The other members of the panel, which was hosted by the journalist Élodie Lamer, however, corresponded in their opinion that the Commission proposal on Country-by-Country Reporting does not go far enough. MEP Evelyn Regner (S&D), who is together with Hugues Bayet also the competent rapporteur for this issue, pointed out how important transparency was to achieve a fair distribution of the tax burden. CbCR as currently debated by the Parliament would provide for publically accessible reporting, and hence represents a major improvement over the OECD-BEPS measures and the Commission Proposal based on it, which only aim at disclosure for competent authorities. In addition, the Parliamentary proposal prepared by Regner and Bayet provides for two additional important amendments: firstly, the threshold value of minimum € 750 million turnover, based on which companies should be covered by the Directive, should be reduced to the already existing threshold of the Accounting Directive of € 40 million and at least 250 employees to include more relevant companies. Secondly, disclosure obligations should not end at EU borders, but also need to refer to activities of European companies outside the EU and to multinational companies operating within the EU. Hence, CbCR would also effect the United States as seat of major multinational companies. However, the disclosure duties associated with CbCR are not to result in less competitiveness, as Regner pointed out. On the contrary: the instrument would represent an important foundation for fair competition, and hence lead to benefits for all, including smaller European companies that pay their tax share.

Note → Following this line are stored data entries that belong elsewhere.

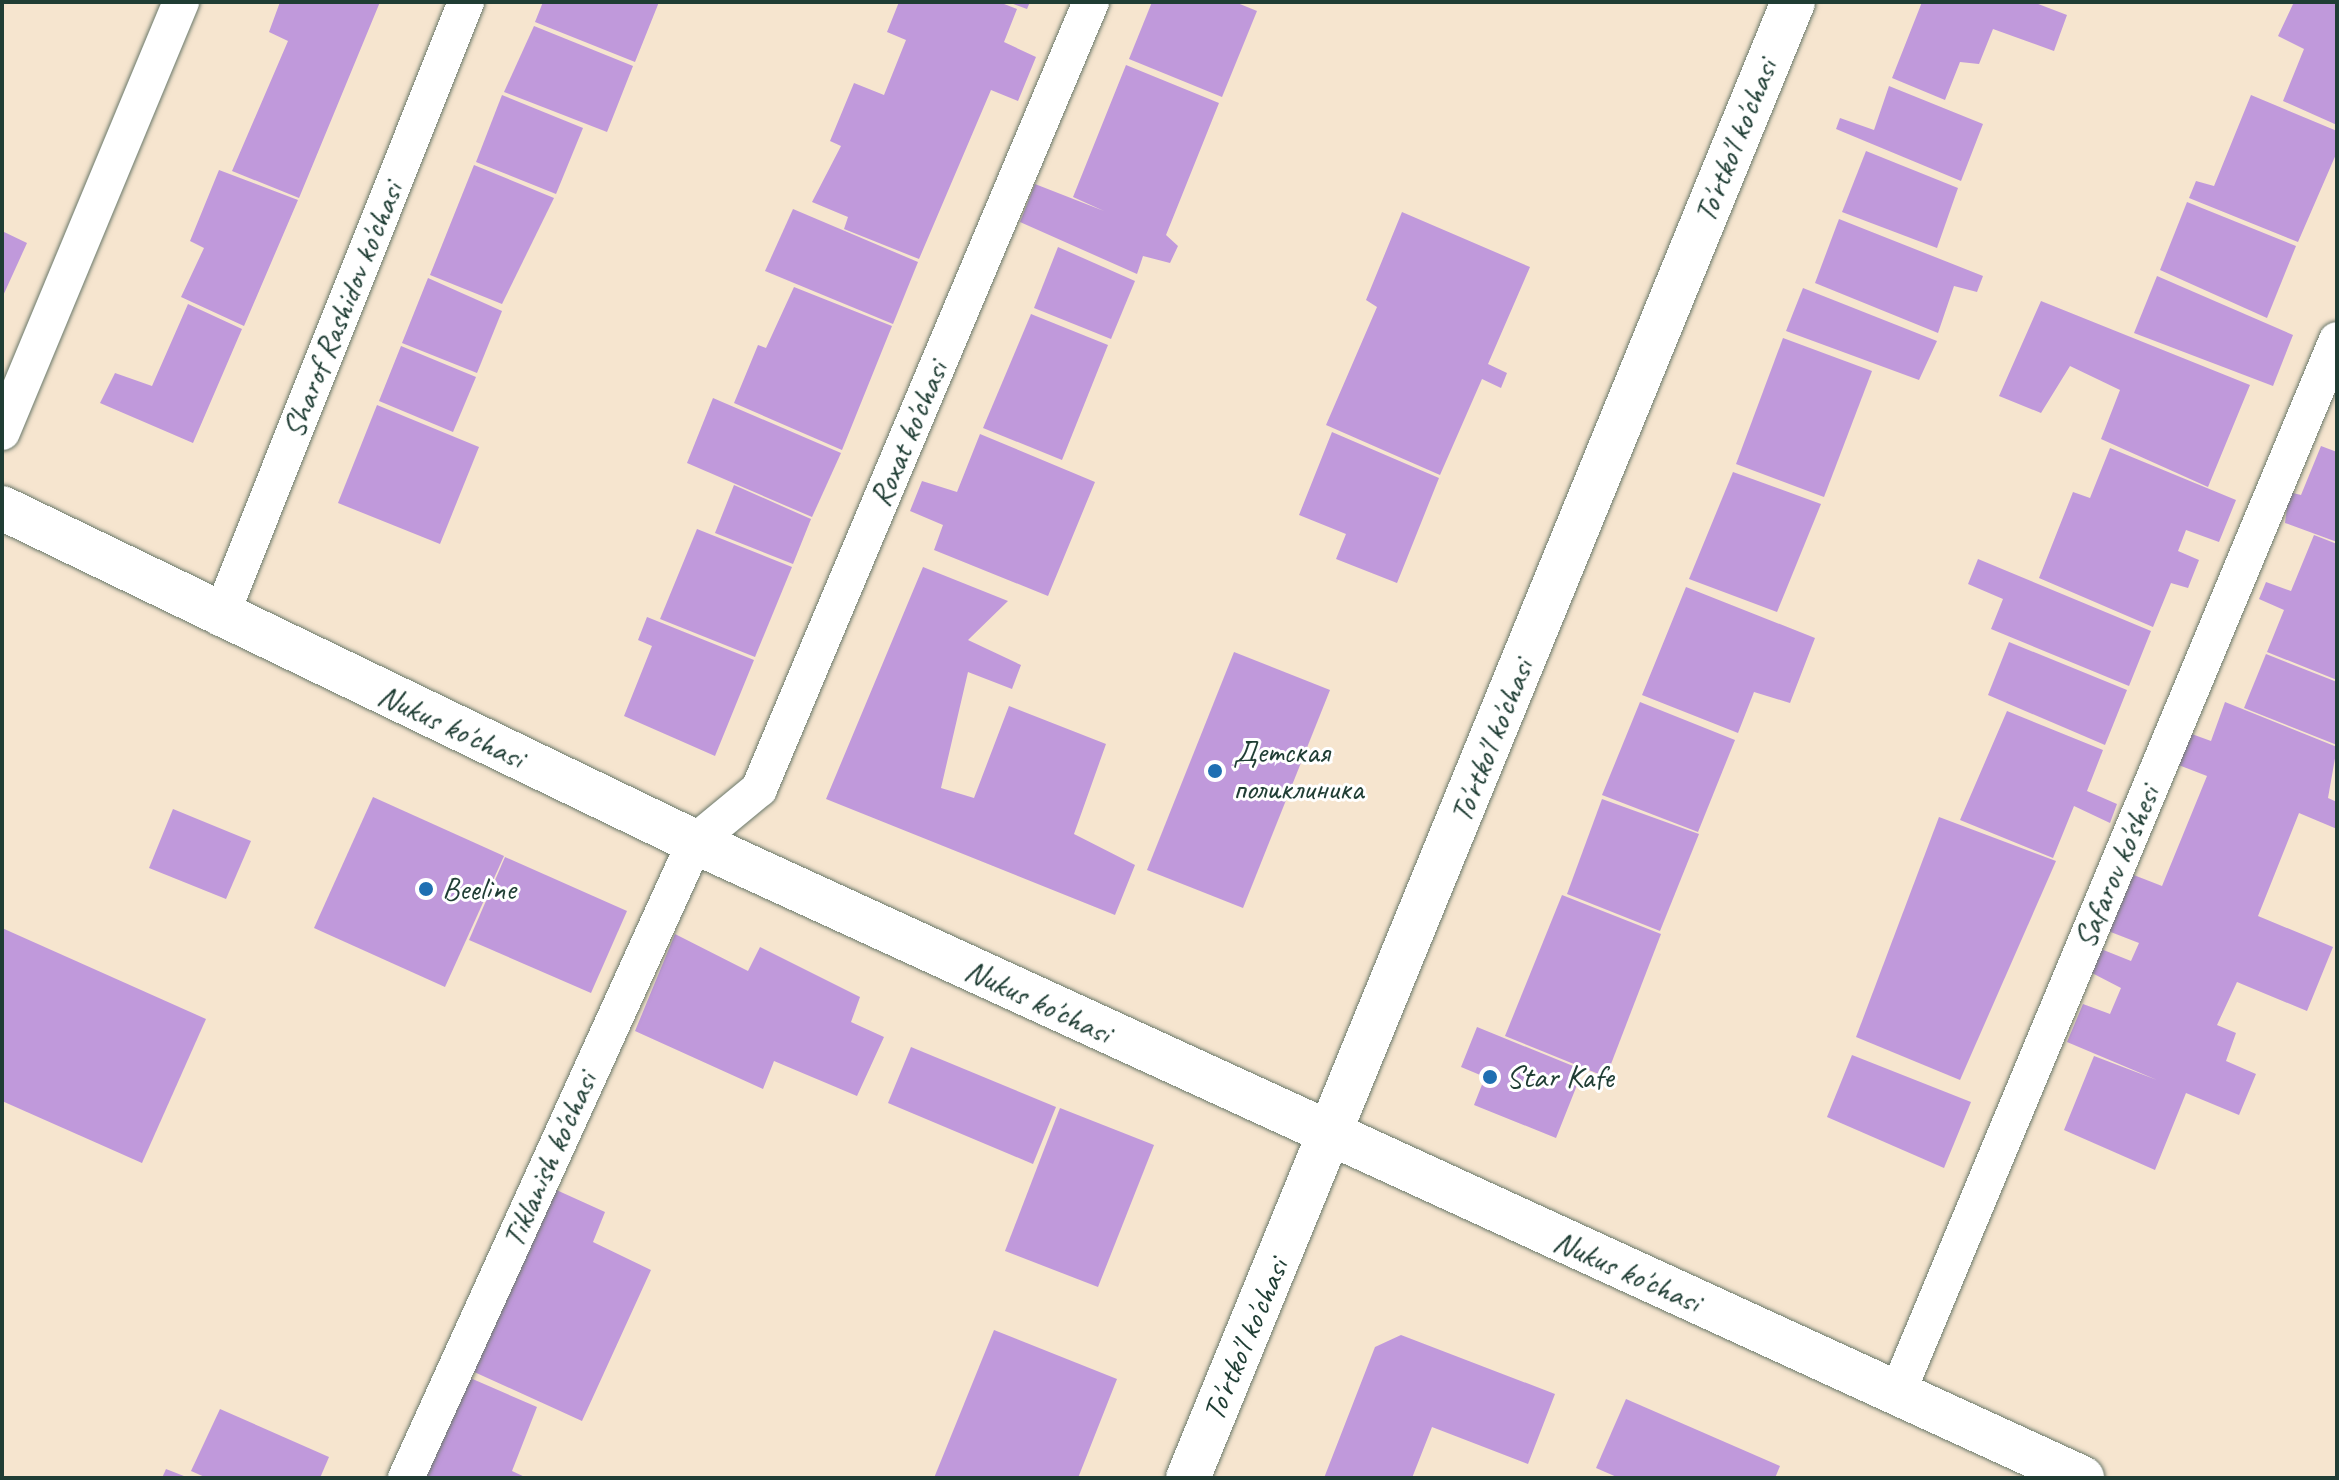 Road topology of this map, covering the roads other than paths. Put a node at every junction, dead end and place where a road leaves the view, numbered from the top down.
1 (181, 2) edge
2 (466, 2) edge
3 (1091, 2) edge
4 (1793, 2) edge
5 (2337, 340) edge
6 (2, 432) edge
7 (2, 508) edge
8 (220, 618) junction
9 (695, 842) junction
10 (1331, 1137) junction
11 (1897, 1394) junction
12 (406, 1478) edge
13 (1188, 1478) edge
14 (2082, 1478) edge

1 - 6 street
2 - 8 street, Sharof Rashidov ko'chasi
3 - 9 street, Roxat ko'chasi
4 - 10 main road, To'rtko'l ko'chasi
5 - 11 street, Safarov ko'shesi
7 - 8 main road, Nukus ko'chasi
8 - 9 main road, Nukus ko'chasi
9 - 10 main road, Nukus ko'chasi
9 - 12 street, Tiklanish ko'chasi
10 - 11 main road, Nukus ko'chasi
10 - 13 main road, To'rtko'l ko'chasi
11 - 14 main road, Nukus ko'chasi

Aurore Chardonnet from Oxfam emphasised the relevance of Country-by-Country Reporting by presenting the Oxfam report ‘Opening the vaults: The use of tax havens by Europe’s biggest banks’. Based on mandatory public CbCR for European banks, which had already been introduced in 2015, this report shows which kind of information and imbalances might be uncovered by the means disclosure obligations. For instance, banks generate about € 628 million of profits in countries, where they do not employ a single person - tax havens! This is why Chardonnet supported the Regner-Bayet proposal, which provides for reporting beyond European borders. In order to be able to combat tax avoidance effectively, the global context needs to be taken into account, and all countries - not only OECD members – need to be involved in this process to avoid creating new loopholes.

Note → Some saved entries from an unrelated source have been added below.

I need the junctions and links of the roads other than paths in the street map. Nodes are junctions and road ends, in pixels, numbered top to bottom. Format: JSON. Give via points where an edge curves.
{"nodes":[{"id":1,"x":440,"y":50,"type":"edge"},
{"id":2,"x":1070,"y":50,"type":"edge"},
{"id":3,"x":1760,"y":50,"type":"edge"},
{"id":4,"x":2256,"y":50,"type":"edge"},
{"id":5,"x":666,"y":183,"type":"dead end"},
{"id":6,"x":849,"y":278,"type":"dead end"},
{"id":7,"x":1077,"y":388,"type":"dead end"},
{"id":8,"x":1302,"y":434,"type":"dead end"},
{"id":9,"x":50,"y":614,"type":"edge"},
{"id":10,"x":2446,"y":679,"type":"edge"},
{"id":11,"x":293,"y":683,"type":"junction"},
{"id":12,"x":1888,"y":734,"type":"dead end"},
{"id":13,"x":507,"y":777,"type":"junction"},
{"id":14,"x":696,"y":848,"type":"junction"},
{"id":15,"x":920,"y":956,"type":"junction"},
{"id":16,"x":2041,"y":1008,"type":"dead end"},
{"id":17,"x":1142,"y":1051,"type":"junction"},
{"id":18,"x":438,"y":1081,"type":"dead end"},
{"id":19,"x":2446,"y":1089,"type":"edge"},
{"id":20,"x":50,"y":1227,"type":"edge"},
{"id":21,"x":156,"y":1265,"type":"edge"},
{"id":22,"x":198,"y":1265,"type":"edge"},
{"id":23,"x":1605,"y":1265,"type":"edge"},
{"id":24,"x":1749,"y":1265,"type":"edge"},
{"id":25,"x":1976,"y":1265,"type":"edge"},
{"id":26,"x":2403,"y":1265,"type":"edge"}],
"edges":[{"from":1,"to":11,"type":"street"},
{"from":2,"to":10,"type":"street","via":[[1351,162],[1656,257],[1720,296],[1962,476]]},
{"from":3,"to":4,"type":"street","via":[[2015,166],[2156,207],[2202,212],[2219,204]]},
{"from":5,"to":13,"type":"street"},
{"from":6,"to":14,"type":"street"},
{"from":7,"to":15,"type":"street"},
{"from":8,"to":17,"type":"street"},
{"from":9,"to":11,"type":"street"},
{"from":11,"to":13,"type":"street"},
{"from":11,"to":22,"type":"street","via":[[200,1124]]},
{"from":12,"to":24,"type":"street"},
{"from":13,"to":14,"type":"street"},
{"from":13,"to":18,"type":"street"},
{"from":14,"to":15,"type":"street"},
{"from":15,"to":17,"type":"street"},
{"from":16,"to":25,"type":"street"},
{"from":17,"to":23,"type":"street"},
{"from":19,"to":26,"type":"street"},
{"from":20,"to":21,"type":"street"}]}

This position was fully supported by Tove Maria Ryding of Eurodad and Tax Justice Europe. In any case, compared to the current Parliamentary proposal on CbCR, OECD-BEPS represents a step backwards in respect of public accessibility to information, company size or the spatial scope. Global problems require global solutions. And the EU too would benefit from more tax fairness on many levels. Besides from significantly greater tax revenue, the trust of the population, of entrepreneurs and other investors might be regained. Further, publically accessible country-by-country reports would also ensure that people, who expose tax avoidance, such as the whistle-blowers of the Lux-Leaks, are no longer prosecuted on the basis of these important exposures.

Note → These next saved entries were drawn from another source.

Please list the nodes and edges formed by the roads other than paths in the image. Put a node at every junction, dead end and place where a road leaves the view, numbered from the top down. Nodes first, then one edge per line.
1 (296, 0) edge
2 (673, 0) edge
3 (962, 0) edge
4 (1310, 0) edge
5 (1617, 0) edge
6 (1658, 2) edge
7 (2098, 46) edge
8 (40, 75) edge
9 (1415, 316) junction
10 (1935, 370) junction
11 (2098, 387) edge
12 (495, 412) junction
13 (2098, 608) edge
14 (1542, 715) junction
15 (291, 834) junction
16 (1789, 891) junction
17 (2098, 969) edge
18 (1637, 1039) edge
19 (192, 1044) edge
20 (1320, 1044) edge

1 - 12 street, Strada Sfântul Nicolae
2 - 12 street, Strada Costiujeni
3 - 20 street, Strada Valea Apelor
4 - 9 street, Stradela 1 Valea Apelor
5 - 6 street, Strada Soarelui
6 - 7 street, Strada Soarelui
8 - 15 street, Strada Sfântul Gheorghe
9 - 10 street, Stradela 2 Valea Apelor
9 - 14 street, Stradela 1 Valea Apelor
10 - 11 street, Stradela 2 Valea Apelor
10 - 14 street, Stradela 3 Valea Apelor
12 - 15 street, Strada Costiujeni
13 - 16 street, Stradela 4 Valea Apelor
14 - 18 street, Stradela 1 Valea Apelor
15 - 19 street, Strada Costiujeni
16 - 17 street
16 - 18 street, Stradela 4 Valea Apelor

Gertraud Lunzer, Tax Expert of the Austrian Chamber of Labour Vienna, emphasised the inequality of the overall tax burden to the disadvantage of employees. It is high time to counteract this imbalance. Country-by-Country Reporting and the transparency associated with it could definitely lead to improvements. Apart from the amendments to OECD-BEPS addressed by Regner, from the AK's perspective also the property rights and the actual beneficiaries of the relevant companies have to be disclosed in order to achieve as much transparency as possible. Hybrid constructions for the purpose of tax avoidance also need to be taken into account. The success of individual measures, such as CbCR, also depends on the advancement of other proposals currently debated by the Parliament. For instance, the proposal aiming at a Common Consolidated Corporate Tax Base is crucial to effectively combat tax avoidance within the EU. So far, it is already clear that CbCR needs to be followed by further measures, as the newly achieved transparency is going to uncover new tax loopholes, which need to be closed. The No to tax havens! campaign and the common fight against tax avoidance are hence to be continued.
Some Member States demand an amendment of the legislative basis of the proposal towards the principle of unanimity, as it is required for tax-related resolutions at EU level. However, Thomas Neale points out that CbCR is no Tax Directive in the strict sense, as it does not directly refer to changes in taxation systems, but rather to companies’ disclosure obligations.